A CF de 1988 alçou ao campo constitucional as instituições policiais e suas atribuições, especificando, em seus parágrafos 1º e 4º, as funções das polícias federal e civil, constituindo-as “polícias judiciárias”. Esta é a transcrição do citado parágrafo 4ºdo Art. 144 da CF: “Às policiais civis, dirigidas por delegados de polícia de carreira, incumbem, ressalvada a competência da União, as funções de polícia judiciária e a apuração de infrações penais, exceto as militares”.
As constituições de todos os Estados-membros repetiram a CF, algumas ainda descrevendo mais detalhadamente suas funções e garantias de seus dirigentes.
Mas, embora apenas em 1988 ganhando escopo constitucional, a polícia judiciária e seus dirigentes, que recebem o nomem juris “autoridades policiais”, já existem, como vimos alhures, há muito tempo. Já em sessão de 24.7.1871 o Ministro da Justiça à época, Sayão Lobato, citado por Mondin (2007), dizia:
As autoridades policiais, no que toca ao processo da formulação da culpa nos crimes comuns, são competentes, e é seu ofício de polícia judiciária, ou polícia auxiliar da justiça, proceder a todas as diligências para investigar e esclarecer os fatos e suas circunstancias, isto é, para a formação do corpo de delito e para descobrir as testemunhas mais idôneas, e logo proceder ao inquérito policial.
Para o exercício de seu mister constitucional a polícia judiciária possui um instrumento também centenário, o inquérito policial.

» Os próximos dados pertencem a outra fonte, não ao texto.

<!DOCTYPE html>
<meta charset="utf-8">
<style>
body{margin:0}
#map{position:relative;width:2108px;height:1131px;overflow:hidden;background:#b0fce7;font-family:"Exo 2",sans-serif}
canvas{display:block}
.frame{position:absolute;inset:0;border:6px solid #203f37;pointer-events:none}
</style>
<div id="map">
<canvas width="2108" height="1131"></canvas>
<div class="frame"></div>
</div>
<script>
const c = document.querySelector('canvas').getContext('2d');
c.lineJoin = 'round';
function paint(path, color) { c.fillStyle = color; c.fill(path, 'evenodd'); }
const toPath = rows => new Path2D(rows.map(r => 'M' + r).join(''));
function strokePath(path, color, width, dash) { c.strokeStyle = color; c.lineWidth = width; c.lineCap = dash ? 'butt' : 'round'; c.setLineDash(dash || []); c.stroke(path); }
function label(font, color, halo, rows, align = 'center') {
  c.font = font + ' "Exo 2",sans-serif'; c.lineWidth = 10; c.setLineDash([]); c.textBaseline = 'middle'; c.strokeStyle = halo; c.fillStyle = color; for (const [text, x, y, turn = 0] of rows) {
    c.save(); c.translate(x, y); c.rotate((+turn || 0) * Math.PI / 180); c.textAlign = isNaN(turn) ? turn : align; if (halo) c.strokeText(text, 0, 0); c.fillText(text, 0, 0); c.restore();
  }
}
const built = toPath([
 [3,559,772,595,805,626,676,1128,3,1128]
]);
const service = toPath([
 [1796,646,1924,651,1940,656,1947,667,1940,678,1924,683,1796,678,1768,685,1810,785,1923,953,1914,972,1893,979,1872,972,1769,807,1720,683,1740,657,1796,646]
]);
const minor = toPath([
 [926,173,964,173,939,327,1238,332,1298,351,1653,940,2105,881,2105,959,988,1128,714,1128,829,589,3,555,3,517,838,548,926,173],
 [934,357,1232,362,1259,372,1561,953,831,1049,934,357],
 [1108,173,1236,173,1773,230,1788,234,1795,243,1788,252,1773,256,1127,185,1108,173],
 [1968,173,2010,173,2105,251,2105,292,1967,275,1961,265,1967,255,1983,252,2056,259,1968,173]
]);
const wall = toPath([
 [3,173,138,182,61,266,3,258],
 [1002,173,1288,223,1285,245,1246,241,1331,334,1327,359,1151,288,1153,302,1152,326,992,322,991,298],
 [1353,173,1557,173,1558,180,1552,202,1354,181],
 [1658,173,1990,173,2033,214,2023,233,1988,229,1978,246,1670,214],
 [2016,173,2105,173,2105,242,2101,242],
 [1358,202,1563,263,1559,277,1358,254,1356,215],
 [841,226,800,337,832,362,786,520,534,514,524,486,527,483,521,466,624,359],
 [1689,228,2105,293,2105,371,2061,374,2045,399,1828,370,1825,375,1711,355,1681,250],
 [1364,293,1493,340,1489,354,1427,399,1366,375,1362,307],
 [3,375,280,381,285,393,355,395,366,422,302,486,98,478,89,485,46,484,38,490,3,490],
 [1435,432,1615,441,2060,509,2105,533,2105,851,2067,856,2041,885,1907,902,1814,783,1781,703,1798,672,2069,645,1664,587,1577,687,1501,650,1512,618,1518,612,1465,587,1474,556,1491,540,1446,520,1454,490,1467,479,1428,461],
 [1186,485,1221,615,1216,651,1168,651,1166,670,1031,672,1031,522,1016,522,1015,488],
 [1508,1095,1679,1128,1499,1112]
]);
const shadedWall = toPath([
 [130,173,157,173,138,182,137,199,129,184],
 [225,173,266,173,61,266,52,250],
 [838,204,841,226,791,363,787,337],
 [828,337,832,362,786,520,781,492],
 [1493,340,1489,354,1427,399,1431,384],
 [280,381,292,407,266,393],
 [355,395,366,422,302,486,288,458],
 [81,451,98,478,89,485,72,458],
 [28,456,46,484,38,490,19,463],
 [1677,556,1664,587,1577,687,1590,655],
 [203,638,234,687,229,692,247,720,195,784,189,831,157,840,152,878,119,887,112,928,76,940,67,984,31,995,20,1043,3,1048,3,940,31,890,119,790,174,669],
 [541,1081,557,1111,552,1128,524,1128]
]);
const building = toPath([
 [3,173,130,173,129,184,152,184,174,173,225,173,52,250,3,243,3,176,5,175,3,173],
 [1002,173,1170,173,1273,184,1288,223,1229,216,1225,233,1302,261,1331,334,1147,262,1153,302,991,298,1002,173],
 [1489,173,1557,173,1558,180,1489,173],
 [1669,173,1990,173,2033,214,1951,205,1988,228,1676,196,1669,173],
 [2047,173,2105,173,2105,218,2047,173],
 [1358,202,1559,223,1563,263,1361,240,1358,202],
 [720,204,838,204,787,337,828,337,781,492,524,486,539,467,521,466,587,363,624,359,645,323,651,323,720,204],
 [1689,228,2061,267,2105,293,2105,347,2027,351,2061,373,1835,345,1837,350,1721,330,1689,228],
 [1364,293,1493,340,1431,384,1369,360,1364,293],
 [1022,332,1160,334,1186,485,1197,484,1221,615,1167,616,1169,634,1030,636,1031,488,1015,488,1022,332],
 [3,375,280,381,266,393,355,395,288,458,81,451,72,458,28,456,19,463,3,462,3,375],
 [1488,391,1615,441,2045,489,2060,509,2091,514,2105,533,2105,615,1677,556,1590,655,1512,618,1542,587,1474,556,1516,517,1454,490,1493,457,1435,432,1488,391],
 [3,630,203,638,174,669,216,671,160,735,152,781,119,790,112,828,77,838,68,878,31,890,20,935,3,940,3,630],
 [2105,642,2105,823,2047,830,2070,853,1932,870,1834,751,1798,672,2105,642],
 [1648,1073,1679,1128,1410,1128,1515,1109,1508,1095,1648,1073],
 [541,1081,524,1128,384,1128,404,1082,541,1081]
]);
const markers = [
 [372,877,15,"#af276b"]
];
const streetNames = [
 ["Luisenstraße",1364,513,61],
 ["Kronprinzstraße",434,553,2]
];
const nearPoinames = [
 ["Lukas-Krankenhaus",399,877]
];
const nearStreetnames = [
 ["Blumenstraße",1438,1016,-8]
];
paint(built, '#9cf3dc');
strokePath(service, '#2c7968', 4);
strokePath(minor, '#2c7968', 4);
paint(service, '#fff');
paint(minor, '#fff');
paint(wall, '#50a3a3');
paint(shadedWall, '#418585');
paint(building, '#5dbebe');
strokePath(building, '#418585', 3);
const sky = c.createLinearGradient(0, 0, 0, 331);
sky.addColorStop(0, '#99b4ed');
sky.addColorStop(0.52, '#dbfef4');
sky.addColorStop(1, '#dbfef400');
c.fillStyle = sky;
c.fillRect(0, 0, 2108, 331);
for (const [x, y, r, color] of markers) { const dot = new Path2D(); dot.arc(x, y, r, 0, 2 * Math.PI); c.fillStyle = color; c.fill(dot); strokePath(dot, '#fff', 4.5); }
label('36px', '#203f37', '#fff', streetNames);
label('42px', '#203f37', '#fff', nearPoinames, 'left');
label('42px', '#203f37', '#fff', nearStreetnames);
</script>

O inquérito policial não foi contemplado pelas Ordenações Filipinas, nas quais não há distinção entre a polícia judiciária e a preventiva. Nem o Código Penal do Império falava em inquérito, embora mencionasse os inspetores de quarteirão. Estes não tinham atribuição de elaborar investigatório policial. Assim, não havia inquérito ou qualquer coisa semelhante a esse nomen juris (AQUINO, 2016).
Ele surgiu com a Lei n. 2.033, de 1887, que o conceituava como redução a instrumento de diligências necessárias à elucidação do fato infracional e de sua autoria e cumplicidade. Conforme o contido no art. 42 do Decreto n. 4.824, de 1871, “o inquérito policial compreende todas as diligências necessárias para a verificação da existência do crime, com todas as suas circunstâncias, e para descobrimento de seus autores e cúmplices” (SIQUEIRA, 2005).
Verifica-se, ainda, que a evolução histórica da polícia judiciária e da investigação criminal praticamente se confundem, sendo aquela o verdadeiro titular desta, adaptando o instrumento disponível e legal para sua formulação às exigências atuais da cultura jurídica do país. Firma-se: é o órgão regular e constitucionalmente garantido do Estado-Investigação e desenvolve sua atividade segundo um instrumento legalmente existente (muito embora discutido), o inquérito policial.
2.1 MINISTÉRIO PÚBLICO
Importante nesta obra é estudar a evolução histórica das funções do Ministério Público na fase preliminar. Entretanto, constata-se que é muito difícil afirmar com convicção a verdadeira origem histórica do próprio Promotor de Justiça. O que se pode afirmar é que após a Revolução Francesa e em consequência dela criou-se, no “Code d’Instrución Criminelle” o que foi a figura do “Procureur de la Republique” com as características que permanecem até os dias de hoje. Portanto, foi na França que se desenvolveu verdadeiramente a figura e as funções do Ministério Público, e os outros Países se limitaram a copiar a sua estrutura.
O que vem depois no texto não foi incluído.